In beautiful form, we see Christ. We see the need for Christ. We see the need for the new covenant. We're left both saddened by Israel's lack of knowledge of God. For instance, in Chapter 1, 'The ox knows his master, the donkey his owner's manger, but Israel does not know me. My people do not understand.' So there's this sad case where the people of God don't even know God. So that creates a startling longing and shock in our hearts about something's gotta happen here. Why is this like this? It's not supposed to be like this.

And of course, that highlights the state of man and depravity. They don't know God. So it also makes us hunger for the new covenant and all the failures of old covenant Israel makes us long for the true Messiah.

So it starts out and there's a rhythm in the Prophets, a rhythm that goes back and forth from Oracles of Judgment to Oracles of Blessing.
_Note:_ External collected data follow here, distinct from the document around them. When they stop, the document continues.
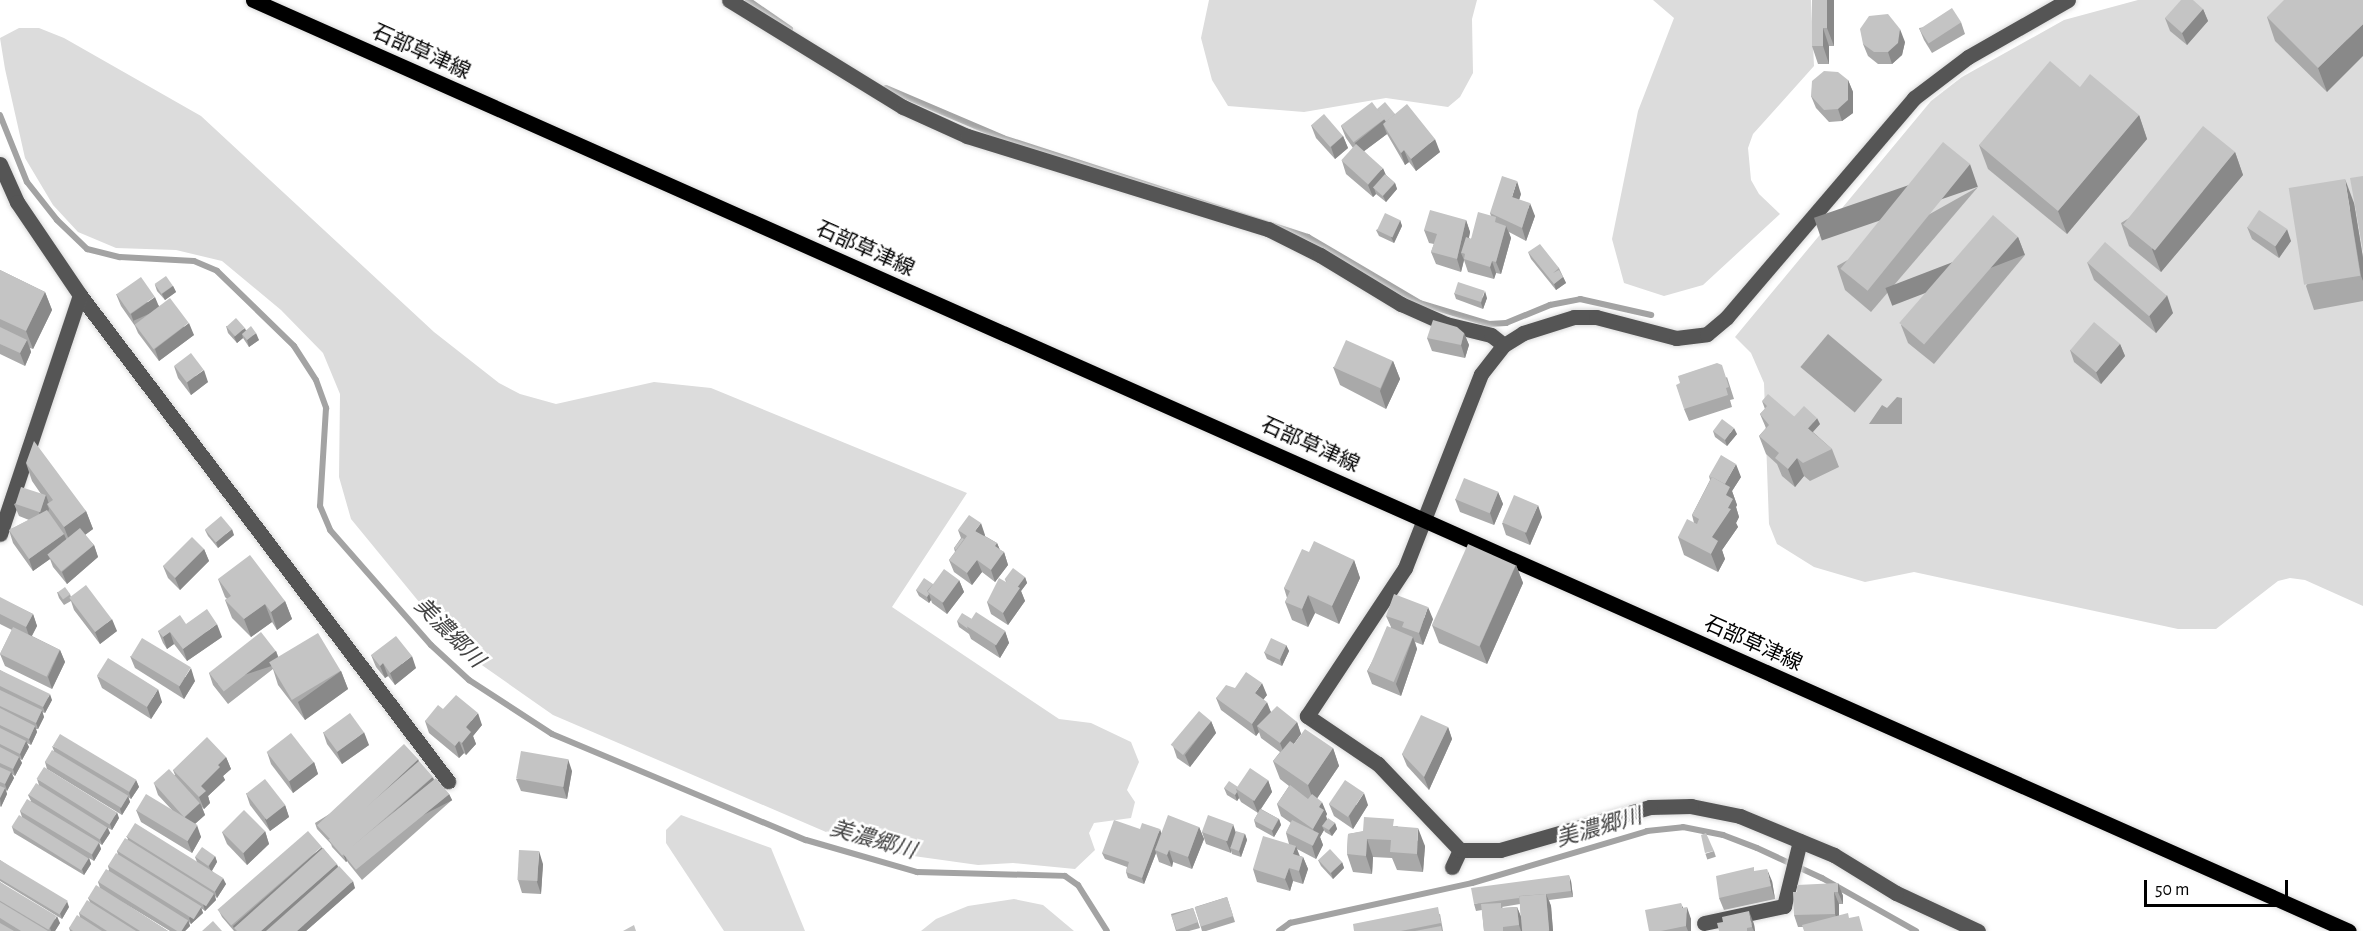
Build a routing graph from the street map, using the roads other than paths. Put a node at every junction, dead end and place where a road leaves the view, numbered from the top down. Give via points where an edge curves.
1 (253, 0) edge
2 (729, 0) edge
3 (2068, 0) edge
4 (0, 164) edge
5 (80, 295) junction
6 (1504, 345) junction
7 (1423, 518) junction
8 (0, 534) edge
9 (447, 781) dead end
10 (1797, 847) junction
11 (1460, 850) junction
12 (1452, 867) dead end
13 (1704, 923) dead end
14 (1978, 931) edge
15 (2349, 931) edge

1 - 7 main road, 石部草津線
2 - 6 street via 903,107 967,136 1268,230 1320,255 1401,304 1446,324 1491,335
3 - 6 street via 1968,57 1914,98 1727,317 1707,334 1676,338 1596,317 1574,316 1523,333
4 - 5 street via 17,202
5 - 8 street
5 - 9 street
6 - 7 street via 1481,374
7 - 11 street via 1405,568 1307,716 1385,770
7 - 15 main road, 石部草津線
10 - 11 street via 1740,816 1691,806 1650,807 1500,850
10 - 13 street via 1784,906
10 - 14 street via 1834,855 1948,920
11 - 12 street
God, because he's holy, pronounces judgment on these rebellious, stubborn-hearted people, but yet in the midst of the Oracles of Judgment, there's always this "oracle of hope" because judgment doesn't have the last word. And that's the Gospel in itself: judgment doesn't have the last word. Grace does. Redemption does.
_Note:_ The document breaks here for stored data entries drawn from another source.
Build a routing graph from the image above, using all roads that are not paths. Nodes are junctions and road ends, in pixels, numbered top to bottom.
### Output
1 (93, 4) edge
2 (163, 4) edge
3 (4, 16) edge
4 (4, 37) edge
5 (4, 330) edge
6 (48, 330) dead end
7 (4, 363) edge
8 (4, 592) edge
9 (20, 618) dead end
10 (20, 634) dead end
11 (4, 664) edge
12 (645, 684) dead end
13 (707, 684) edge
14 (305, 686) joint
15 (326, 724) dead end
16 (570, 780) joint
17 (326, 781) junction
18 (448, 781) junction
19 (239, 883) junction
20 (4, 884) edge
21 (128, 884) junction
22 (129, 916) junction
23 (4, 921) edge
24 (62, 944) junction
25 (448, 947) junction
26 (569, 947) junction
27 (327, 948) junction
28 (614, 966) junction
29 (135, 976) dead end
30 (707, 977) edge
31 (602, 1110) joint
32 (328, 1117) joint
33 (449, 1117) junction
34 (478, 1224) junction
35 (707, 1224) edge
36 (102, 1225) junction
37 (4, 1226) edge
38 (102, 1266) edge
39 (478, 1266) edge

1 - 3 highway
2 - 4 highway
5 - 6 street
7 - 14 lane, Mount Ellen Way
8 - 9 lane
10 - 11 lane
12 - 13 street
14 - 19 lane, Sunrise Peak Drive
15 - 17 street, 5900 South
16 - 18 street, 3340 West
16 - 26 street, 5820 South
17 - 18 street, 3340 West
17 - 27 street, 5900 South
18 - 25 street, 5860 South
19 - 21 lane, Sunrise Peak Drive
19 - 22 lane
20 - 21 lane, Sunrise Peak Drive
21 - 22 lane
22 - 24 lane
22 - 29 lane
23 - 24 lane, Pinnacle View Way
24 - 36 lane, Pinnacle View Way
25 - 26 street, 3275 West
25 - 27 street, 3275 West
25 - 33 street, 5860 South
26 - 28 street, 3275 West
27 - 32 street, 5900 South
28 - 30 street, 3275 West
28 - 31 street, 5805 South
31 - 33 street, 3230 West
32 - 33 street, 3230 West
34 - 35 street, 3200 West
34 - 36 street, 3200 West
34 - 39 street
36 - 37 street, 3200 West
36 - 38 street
Isaiah is about this flow of history. It's on the stage 740 years before Christ came. Isaiah's time of ministry. Judah's about to go into captivity and the Babylonians are about to come and export them from the land. Which again, creates a longing in the people who know the whole... especially us, who know the whole story, who have the whole Scriptures. We know. We're anxious for the history of redemption to move along and get to the point where the new covenant, and we know the final story. Judah's about to go off into captivity. The Babylonians are gonna come in. Israel is already gone. 722 they leave. 586 BC is fastly approaching, and so it's a very, very dramatic story of redemption, a chapter in the history of biblical theology.

Peppered all through we have indications of Jesus Christ. Of course the most well known, Chapter 53, but we also have, in Isaiah, principles of salvation. We have the principle of substitution, when in one place God says, 'I give Egypt on behalf of you.' So we've got the principle of substitution worked out in the story.

We've got the song of the vineyard in Chapter 5 where God says, 'What more can I do? I've done all the cultivating. I've done all the pruning, and still it's not producing what I wanna produce. What more can I do?' And we know the answer. We're eager to jump in. Yes, God, ultimately, what more can he do than give his only Son to redeem his people?"